Problem details:
Please read the records below and return each line holding the string "Howard".

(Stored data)
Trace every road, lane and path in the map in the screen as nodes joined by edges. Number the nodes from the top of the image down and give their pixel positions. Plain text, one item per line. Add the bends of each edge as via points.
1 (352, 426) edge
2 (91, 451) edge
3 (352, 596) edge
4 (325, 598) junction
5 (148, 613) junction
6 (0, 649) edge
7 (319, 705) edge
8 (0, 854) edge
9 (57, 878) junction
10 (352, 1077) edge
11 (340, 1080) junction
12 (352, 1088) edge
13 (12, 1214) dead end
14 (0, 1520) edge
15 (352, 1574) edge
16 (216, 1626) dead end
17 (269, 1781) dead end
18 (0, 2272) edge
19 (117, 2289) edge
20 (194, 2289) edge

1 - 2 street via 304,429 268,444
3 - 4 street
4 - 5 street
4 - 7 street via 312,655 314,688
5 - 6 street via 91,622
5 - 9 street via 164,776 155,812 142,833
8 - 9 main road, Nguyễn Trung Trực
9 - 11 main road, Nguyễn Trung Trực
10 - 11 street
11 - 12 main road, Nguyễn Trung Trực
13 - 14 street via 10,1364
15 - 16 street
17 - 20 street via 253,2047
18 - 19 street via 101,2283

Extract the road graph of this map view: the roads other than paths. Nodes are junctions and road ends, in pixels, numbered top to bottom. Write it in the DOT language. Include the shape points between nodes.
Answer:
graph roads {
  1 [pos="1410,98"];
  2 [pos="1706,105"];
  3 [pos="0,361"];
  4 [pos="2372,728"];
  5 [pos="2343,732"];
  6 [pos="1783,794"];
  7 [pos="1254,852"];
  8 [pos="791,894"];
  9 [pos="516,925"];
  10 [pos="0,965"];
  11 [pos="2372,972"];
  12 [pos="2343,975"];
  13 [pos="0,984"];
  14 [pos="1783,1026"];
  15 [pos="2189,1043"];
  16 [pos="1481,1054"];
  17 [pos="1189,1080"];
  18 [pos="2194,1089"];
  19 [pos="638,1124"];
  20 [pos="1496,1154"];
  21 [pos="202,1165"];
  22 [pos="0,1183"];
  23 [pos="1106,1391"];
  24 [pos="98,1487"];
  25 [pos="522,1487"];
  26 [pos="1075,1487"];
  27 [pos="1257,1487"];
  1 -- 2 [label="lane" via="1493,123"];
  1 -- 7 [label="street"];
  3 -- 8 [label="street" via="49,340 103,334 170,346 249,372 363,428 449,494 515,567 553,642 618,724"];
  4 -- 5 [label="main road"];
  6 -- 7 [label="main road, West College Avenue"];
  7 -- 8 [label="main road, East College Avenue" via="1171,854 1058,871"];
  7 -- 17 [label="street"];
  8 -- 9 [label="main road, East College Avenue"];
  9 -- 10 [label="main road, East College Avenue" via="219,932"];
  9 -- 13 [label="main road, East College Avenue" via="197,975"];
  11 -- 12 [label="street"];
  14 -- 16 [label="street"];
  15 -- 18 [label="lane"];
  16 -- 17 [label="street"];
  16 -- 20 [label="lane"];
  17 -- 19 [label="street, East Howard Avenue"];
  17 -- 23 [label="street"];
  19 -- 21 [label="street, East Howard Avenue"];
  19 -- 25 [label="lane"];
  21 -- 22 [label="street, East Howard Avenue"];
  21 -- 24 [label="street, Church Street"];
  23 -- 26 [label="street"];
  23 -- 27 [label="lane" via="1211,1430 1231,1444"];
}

Result:
  17 -- 19 [label="street, East Howard Avenue"];
  19 -- 21 [label="street, East Howard Avenue"];
  21 -- 22 [label="street, East Howard Avenue"];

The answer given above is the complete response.